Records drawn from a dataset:

+++

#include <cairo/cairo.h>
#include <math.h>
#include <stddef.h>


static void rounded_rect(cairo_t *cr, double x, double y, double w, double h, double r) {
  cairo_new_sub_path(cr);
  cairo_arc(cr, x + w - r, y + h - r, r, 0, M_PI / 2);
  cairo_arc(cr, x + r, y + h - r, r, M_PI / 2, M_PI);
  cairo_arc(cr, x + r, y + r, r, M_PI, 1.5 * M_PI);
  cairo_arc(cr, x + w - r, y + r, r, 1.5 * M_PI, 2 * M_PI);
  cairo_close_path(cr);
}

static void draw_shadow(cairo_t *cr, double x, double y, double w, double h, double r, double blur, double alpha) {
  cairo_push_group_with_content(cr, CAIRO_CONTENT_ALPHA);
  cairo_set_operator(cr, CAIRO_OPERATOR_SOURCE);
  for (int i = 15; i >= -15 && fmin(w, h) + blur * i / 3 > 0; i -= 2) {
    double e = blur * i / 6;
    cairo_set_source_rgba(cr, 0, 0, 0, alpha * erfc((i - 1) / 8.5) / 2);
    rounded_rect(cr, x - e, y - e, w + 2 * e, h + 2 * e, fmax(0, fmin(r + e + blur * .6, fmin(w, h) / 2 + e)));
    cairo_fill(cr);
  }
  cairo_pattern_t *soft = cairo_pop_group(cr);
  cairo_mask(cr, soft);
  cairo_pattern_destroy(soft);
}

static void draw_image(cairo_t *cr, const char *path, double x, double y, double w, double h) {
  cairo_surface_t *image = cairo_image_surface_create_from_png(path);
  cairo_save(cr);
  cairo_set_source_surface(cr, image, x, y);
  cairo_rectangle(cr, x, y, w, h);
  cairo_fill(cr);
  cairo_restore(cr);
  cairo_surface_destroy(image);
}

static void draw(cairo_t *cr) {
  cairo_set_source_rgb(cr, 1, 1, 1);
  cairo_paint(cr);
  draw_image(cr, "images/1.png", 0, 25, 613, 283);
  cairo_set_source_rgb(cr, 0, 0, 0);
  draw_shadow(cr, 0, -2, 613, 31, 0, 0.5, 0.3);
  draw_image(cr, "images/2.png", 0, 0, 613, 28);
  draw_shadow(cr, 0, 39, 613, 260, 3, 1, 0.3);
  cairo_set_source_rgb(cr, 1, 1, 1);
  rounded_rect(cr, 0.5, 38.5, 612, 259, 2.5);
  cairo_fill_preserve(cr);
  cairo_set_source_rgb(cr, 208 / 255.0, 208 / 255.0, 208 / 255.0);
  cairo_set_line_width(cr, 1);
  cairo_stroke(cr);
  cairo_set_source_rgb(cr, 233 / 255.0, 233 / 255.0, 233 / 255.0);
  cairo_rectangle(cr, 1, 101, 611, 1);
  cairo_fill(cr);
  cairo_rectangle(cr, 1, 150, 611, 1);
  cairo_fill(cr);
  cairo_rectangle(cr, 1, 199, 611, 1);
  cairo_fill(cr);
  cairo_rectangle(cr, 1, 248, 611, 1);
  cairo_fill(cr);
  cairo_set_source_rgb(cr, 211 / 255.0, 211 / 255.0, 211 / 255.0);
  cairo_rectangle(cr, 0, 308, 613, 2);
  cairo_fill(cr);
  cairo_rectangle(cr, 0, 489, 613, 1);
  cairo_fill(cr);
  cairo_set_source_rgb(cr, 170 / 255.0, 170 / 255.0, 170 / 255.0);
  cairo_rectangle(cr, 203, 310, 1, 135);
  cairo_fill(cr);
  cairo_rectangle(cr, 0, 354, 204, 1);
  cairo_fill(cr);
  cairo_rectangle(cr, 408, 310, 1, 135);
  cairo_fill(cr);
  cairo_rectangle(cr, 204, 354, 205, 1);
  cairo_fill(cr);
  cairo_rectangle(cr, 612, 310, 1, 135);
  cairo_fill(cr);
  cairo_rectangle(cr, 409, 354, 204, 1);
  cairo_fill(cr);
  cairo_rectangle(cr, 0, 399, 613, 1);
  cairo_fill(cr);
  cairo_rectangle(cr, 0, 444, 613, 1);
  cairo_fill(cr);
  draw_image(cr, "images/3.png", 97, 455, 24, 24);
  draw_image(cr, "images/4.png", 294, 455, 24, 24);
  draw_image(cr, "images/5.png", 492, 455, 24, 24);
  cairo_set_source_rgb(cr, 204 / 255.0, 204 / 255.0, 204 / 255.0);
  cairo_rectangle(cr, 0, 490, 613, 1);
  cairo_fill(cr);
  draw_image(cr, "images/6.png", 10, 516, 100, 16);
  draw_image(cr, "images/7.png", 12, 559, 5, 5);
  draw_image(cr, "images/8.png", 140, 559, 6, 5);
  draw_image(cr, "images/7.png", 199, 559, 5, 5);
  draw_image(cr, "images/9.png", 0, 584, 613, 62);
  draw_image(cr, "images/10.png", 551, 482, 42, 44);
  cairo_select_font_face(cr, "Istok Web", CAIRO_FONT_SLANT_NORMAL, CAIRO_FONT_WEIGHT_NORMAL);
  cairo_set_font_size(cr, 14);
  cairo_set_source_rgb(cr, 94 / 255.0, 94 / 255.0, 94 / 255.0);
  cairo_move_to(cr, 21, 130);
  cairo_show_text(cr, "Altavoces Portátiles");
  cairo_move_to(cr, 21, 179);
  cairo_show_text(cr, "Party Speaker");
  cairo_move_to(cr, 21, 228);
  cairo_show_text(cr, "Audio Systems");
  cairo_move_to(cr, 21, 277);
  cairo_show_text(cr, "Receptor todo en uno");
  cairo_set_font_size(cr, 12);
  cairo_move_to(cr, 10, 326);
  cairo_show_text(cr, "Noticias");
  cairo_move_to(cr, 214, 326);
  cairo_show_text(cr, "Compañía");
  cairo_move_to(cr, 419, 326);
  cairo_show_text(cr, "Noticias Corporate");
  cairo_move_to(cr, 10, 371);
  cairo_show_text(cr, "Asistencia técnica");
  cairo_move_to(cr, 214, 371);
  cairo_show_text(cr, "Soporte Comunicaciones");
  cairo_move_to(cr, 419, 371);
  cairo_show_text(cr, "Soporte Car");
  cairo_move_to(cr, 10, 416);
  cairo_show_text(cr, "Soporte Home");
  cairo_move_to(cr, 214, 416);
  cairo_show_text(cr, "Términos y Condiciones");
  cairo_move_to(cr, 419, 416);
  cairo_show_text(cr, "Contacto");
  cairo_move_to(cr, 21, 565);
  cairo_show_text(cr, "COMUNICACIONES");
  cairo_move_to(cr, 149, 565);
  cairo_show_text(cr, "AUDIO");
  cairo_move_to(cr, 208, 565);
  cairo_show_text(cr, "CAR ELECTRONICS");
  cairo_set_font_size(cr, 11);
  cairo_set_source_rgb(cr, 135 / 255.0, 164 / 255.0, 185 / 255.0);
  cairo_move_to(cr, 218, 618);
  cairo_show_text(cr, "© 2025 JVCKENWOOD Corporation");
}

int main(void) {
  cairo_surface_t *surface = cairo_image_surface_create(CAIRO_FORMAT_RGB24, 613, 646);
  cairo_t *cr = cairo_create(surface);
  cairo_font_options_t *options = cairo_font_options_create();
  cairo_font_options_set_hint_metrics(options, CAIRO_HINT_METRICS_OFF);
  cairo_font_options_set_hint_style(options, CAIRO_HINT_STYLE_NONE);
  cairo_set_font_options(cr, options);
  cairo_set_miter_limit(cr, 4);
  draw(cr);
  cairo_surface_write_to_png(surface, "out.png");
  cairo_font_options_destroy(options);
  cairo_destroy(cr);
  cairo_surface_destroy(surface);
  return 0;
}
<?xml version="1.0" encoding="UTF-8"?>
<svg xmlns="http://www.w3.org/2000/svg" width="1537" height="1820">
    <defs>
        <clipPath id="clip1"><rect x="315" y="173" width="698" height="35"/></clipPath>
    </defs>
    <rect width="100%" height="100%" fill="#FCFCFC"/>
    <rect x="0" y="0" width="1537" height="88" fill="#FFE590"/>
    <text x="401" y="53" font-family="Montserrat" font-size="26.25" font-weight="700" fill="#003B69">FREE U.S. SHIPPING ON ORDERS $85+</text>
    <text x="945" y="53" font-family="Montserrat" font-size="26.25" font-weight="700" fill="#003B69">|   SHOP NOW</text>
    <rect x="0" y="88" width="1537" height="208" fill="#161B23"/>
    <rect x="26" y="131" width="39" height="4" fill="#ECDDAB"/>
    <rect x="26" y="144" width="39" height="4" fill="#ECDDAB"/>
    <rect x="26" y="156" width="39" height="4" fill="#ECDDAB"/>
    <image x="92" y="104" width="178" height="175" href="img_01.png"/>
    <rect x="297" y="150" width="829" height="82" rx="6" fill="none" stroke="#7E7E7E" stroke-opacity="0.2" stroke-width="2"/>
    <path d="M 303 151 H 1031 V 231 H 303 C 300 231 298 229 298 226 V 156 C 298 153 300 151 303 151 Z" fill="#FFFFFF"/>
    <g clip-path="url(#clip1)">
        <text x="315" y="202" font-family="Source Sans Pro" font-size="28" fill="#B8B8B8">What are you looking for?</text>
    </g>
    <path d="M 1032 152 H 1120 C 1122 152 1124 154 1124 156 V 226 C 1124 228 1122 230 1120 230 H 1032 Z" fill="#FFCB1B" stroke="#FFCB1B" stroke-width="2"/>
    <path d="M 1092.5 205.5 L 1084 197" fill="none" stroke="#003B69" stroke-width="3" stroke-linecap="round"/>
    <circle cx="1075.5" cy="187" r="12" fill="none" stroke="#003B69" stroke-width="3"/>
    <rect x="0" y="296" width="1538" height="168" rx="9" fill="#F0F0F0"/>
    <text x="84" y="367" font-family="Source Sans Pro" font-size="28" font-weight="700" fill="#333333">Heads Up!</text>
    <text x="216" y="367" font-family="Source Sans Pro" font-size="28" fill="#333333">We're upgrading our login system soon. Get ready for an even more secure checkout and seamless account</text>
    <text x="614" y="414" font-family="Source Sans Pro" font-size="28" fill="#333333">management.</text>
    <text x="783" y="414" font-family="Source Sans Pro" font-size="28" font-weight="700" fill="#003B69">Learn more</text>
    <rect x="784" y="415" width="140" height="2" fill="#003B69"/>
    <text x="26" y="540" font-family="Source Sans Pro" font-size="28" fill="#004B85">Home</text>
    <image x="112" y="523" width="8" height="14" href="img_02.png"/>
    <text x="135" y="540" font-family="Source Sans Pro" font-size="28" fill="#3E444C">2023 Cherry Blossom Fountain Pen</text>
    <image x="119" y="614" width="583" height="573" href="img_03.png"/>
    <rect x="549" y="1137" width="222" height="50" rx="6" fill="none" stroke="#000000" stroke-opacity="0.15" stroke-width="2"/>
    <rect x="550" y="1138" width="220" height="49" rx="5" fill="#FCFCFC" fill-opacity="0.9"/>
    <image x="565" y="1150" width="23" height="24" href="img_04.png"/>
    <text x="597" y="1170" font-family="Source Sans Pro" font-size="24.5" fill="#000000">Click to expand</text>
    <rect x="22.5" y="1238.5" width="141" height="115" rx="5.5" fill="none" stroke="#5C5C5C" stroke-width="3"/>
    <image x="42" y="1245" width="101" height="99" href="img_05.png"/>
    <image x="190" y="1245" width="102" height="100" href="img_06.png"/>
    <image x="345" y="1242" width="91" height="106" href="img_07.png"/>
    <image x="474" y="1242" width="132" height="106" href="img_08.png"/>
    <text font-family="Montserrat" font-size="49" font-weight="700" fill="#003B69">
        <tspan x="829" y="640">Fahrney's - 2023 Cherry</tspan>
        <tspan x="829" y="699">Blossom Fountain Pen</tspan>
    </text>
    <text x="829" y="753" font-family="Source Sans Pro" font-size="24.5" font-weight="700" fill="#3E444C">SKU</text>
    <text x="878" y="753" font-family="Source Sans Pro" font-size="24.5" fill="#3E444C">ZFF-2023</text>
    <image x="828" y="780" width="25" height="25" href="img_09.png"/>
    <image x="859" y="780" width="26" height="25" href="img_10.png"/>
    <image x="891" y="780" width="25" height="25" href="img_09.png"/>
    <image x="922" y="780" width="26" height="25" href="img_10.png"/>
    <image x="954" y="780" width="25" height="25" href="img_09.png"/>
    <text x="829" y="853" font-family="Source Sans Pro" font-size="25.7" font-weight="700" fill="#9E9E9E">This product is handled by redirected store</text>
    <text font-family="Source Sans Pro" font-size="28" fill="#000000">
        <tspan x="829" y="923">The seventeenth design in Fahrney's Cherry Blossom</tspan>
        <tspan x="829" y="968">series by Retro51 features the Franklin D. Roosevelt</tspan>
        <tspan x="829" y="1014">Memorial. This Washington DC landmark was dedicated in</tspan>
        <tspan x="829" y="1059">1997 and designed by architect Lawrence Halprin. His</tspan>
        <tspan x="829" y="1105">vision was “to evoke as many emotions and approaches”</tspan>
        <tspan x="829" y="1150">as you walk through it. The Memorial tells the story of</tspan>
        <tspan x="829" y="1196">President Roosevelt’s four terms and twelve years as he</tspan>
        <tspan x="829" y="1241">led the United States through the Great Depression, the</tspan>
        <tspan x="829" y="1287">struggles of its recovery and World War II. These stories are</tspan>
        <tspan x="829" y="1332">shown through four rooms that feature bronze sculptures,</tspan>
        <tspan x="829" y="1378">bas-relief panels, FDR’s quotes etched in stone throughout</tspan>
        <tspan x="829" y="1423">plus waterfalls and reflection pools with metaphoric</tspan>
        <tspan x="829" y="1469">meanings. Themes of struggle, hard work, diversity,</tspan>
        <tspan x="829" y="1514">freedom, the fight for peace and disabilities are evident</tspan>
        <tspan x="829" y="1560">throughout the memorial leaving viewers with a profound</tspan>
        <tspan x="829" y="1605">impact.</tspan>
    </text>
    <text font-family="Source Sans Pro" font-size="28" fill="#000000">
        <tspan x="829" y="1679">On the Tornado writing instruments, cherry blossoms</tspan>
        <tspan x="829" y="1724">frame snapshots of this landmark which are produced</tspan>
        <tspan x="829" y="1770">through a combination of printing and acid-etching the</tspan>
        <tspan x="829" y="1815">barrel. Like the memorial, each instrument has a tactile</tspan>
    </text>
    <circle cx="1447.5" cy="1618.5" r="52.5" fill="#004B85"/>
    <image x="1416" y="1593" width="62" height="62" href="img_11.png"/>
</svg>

+++

HOW TO COMPLETE THIS TASK: Scan the entries above, and wherever a line holds the string "fmin", copy it.

REPLY:
  for (int i = 15; i >= -15 && fmin(w, h) + blur * i / 3 > 0; i -= 2) {
    rounded_rect(cr, x - e, y - e, w + 2 * e, h + 2 * e, fmax(0, fmin(r + e + blur * .6, fmin(w, h) / 2 + e)));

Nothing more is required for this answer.